Exception while replaying journals, shutting down
We're running Apache Pulsar with bookkeeper on a Kubernetes cluster and we have bookies (2/3) failing to restart with the following exception: 09:49:25.511 [main] ERROR org.apache.bookkeeper.bookie.Bookie - Exception while replaying journals, shutting down java.io.IOException: org.apache.bookkeeper.bookie.BookieException$OperationRejectedException at org.apache.bookkeeper.bookie.Bookie$4.process(Bookie.java:895) ~[org.apache.bookkeeper-bookkeeper-server-4.9.2.jar:4.9.2] at org.apache.bookkeeper.bookie.Journal.scanJournal(Journal.java:821) ~[org.apache.bookkeeper-bookkeeper-server-4.9.2.jar:4.9.2] at org.apache.bookkeeper.bookie.Journal.replay(Journal.java:866) ~[org.apache.bookkeeper-bookkeeper-server-4.9.2.jar:4.9.2] at org.apache.bookkeeper.bookie.Bookie.readJournal(Bookie.java:901) ~[org.apache.bookkeeper-bookkeeper-server-4.9.2.jar:4.9.2] at org.apache.bookkeeper.bookie.Bookie.start(Bookie.java:922) ~[org.apache.bookkeeper-bookkeeper-server-4.9.2.jar:4.9.2] at org.apache.bookkeeper.proto.BookieServer.start(BookieServer.java:141) ~[org.apache.bookkeeper-bookkeeper-server-4.9.2.jar:4.9.2] at org.apache.bookkeeper.server.service.BookieService.doStart(BookieService.java:58) ~[org.apache.bookkeeper-bookkeeper-server-4.9.2.jar:4.9.2] at org.apache.bookkeeper.common.component.AbstractLifecycleComponent.start(AbstractLifecycleComponent.java:78) ~[org.apache.bookkeeper-bookkeeper-common-4.9.2.jar:4.9.2] at org.apache.bookkeeper.common.component.LifecycleComponentStack.lambda$start$2(LifecycleComponentStack.java:113) ~[org.apache.bookkeeper-bookkeeper-common-4.9.2.jar:4.9.2] at com.google.common.collect.ImmutableList.forEach(ImmutableList.java:407) [com.google.guava-guava-25.1-jre.jar:?] at org.apache.bookkeeper.common.component.LifecycleComponentStack.start(LifecycleComponentStack.java:113) [org.apache.bookkeeper-bookkeeper-common-4.9.2.jar:4.9.2] at org.apache.bookkeeper.common.component.ComponentStarter.startComponent(ComponentStarter.java:80) [org.apache.bookkeeper-bookkeeper-common-4.9.2.jar:4.9.2] at org.apache.bookkeeper.server.Main.doMain(Main.java:229) [org.apache.bookkeeper-bookkeeper-server-4.9.2.jar:4.9.2] at org.apache.bookkeeper.server.Main.main(Main.java:203) [org.apache.bookkeeper-bookkeeper-server-4.9.2.jar:4.9.2] at org.apache.bookkeeper.proto.BookieServer.main(BookieServer.java:314) [org.apache.bookkeeper-bookkeeper-server-4.9.2.jar:4.9.2] Caused by: org.apache.bookkeeper.bookie.BookieException$OperationRejectedException
The exception is re-thrown so not sure of root cause but OperationRejectedException is thrown from only one place in version 4.9.
@andrekramer1 operations are rejected when ledger storage is not able to flush within 10 seconds.
Can you provide more information about your environment?
- Where do you run your kubernetes cluster?
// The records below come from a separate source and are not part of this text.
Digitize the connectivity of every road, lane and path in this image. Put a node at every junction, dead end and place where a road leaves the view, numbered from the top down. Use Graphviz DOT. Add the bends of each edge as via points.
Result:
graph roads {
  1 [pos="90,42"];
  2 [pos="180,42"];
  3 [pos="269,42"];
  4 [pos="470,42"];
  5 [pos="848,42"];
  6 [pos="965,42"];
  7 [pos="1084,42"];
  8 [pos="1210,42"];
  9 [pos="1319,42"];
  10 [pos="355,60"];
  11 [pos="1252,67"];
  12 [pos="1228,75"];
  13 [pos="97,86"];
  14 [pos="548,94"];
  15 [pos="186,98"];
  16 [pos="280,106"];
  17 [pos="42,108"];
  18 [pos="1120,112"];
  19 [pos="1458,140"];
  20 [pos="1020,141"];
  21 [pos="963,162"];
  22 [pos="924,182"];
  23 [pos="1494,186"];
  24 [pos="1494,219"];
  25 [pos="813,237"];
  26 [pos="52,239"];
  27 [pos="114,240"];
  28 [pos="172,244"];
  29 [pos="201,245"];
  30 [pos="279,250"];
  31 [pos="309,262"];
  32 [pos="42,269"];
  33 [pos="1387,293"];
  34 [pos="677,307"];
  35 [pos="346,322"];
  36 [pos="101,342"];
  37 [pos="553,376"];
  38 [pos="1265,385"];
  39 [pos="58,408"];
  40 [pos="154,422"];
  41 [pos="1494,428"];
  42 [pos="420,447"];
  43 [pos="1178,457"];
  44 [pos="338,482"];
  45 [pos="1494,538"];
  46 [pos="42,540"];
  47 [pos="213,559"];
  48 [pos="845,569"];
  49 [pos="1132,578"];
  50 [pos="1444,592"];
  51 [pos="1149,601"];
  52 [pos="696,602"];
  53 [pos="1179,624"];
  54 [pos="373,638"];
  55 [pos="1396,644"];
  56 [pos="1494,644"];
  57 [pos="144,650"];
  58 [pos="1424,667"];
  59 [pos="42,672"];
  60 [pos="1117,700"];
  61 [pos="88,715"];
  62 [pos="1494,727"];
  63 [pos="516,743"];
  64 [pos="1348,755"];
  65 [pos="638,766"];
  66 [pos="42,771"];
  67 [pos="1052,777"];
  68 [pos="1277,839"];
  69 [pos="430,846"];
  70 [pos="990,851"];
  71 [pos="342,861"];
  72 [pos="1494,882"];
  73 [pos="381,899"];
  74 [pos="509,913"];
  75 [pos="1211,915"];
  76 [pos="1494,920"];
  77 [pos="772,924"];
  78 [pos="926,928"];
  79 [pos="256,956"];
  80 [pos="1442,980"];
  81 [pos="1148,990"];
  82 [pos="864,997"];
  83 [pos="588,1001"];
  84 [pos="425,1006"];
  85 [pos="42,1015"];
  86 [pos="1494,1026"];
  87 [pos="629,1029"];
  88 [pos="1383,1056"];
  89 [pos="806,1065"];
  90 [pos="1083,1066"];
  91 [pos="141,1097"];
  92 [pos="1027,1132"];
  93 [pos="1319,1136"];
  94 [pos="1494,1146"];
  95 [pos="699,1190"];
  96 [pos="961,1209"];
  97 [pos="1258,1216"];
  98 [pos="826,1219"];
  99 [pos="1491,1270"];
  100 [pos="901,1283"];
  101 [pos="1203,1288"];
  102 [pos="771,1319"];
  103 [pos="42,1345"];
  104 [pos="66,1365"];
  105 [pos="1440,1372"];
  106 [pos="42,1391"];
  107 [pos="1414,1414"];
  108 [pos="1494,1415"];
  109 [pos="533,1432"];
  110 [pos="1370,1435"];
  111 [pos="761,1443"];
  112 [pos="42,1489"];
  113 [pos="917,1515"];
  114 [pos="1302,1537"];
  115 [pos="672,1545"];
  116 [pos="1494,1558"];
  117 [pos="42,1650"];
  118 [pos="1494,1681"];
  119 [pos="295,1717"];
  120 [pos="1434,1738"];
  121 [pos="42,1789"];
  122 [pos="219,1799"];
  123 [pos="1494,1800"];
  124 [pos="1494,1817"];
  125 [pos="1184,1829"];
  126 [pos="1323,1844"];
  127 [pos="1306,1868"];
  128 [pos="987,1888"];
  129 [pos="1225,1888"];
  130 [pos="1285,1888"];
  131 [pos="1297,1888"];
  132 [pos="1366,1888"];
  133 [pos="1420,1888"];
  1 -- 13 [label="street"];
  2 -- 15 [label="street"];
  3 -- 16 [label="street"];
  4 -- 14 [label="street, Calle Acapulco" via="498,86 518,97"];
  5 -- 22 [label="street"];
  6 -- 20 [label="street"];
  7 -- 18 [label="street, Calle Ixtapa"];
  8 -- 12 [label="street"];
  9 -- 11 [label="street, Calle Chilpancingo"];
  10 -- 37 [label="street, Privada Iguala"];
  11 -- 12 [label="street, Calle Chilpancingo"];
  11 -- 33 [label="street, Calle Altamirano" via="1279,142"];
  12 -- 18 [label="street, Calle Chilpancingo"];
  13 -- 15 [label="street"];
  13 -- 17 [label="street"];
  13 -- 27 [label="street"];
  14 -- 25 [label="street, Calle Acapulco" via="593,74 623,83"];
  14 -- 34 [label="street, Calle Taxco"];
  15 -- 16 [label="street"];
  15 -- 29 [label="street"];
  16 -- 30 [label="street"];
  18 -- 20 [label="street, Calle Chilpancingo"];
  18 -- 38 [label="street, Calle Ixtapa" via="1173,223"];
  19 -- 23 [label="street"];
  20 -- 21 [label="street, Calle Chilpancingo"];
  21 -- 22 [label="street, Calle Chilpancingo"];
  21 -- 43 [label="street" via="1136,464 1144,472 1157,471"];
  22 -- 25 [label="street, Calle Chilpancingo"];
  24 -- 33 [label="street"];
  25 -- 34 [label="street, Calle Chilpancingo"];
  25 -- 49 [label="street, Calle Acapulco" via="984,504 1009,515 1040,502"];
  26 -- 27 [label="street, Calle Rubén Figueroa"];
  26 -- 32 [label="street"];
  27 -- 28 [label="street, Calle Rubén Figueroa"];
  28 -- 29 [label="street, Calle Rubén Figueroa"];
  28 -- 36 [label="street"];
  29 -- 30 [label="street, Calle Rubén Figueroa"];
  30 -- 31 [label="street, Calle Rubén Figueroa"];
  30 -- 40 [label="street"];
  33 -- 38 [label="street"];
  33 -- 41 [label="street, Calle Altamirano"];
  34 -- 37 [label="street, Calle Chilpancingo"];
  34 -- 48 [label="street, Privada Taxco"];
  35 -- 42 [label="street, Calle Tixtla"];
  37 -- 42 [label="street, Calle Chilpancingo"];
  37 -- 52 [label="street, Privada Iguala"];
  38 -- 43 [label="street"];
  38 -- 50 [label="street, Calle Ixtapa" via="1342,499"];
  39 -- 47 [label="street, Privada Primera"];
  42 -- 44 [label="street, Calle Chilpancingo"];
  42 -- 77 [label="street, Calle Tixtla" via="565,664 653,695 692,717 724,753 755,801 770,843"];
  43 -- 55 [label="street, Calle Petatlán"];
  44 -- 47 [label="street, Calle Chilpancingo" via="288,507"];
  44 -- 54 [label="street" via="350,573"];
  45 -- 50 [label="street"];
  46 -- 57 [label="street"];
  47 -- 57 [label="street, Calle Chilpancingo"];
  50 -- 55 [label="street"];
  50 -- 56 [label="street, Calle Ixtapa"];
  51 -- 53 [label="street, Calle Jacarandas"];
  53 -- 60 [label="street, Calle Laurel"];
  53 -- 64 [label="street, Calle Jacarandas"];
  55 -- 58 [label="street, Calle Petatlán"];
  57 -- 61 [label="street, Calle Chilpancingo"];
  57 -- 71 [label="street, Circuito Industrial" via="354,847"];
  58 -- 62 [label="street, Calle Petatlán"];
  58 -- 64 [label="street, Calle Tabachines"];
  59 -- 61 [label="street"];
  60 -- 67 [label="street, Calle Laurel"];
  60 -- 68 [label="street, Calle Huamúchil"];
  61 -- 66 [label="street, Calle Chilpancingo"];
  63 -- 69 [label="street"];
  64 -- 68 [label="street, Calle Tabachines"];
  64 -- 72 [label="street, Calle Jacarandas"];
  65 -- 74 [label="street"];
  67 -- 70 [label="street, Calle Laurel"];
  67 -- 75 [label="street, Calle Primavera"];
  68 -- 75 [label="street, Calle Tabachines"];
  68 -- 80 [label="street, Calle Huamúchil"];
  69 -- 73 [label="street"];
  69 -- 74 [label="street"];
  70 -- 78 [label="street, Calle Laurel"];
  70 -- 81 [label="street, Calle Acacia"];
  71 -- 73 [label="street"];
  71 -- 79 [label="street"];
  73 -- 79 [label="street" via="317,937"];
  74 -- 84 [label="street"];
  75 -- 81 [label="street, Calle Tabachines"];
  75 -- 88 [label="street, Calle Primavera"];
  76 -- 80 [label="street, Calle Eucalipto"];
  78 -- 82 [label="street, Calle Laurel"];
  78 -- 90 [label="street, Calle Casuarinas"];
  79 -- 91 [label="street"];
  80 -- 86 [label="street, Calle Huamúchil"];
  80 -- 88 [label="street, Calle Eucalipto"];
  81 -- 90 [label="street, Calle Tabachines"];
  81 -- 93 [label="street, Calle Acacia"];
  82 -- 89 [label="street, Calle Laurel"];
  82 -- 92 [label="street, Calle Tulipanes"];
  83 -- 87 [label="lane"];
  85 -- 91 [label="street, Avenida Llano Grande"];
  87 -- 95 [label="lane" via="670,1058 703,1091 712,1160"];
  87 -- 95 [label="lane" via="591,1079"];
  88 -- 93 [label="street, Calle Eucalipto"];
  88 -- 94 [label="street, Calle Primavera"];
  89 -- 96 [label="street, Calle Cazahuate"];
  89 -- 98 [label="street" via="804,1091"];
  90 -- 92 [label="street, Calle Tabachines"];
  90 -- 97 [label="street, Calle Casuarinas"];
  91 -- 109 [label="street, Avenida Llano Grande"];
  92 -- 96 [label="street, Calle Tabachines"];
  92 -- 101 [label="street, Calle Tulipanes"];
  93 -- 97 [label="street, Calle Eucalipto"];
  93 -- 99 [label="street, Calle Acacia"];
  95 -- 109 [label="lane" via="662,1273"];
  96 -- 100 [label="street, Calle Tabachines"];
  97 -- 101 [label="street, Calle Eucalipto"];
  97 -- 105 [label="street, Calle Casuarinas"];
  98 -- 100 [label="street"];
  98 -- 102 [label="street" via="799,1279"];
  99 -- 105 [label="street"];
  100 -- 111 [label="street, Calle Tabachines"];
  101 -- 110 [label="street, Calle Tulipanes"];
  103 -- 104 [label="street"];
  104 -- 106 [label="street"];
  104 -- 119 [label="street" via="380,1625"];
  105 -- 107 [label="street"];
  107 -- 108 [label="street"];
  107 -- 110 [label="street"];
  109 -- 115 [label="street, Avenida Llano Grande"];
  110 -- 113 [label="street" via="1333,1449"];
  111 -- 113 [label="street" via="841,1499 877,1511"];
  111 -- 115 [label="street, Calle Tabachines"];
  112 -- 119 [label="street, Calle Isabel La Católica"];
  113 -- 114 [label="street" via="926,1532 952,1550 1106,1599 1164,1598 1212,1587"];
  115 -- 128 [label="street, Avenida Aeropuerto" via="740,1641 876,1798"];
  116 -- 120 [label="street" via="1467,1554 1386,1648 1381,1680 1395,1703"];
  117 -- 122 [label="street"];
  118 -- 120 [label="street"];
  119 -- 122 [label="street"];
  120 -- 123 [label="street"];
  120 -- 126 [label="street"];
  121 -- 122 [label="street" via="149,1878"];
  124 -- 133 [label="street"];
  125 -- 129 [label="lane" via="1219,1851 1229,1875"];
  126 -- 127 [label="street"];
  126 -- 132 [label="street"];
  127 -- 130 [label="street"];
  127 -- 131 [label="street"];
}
Is it on the cloud or on-premise?
- What kind of disks are you using? What is the write bandwidth?
This was on a cluster of 3 Ubuntu VMs on a virtualized server. The ledger storage was a local disk mount using a k8s storage claim and the disk appeared to be accessible but the bookie repeatedly failed to start. We were unable to recover from it and deleted the bookie node.
We are experiencing same issue where couple of nodes are not able to start any journal thread. The start up fails with an error "Exception while replaying journals, shutting down".
We are running the service on AWS instances with journal using gp2 volume and ledger using st1 volume. These are dedicated volumes for journal and ledger. OS is on it's own volume.
Any way to recover data from these nodes.
This is the exception that we see. The bookkeeper cluster is part of apache pulsar deployment.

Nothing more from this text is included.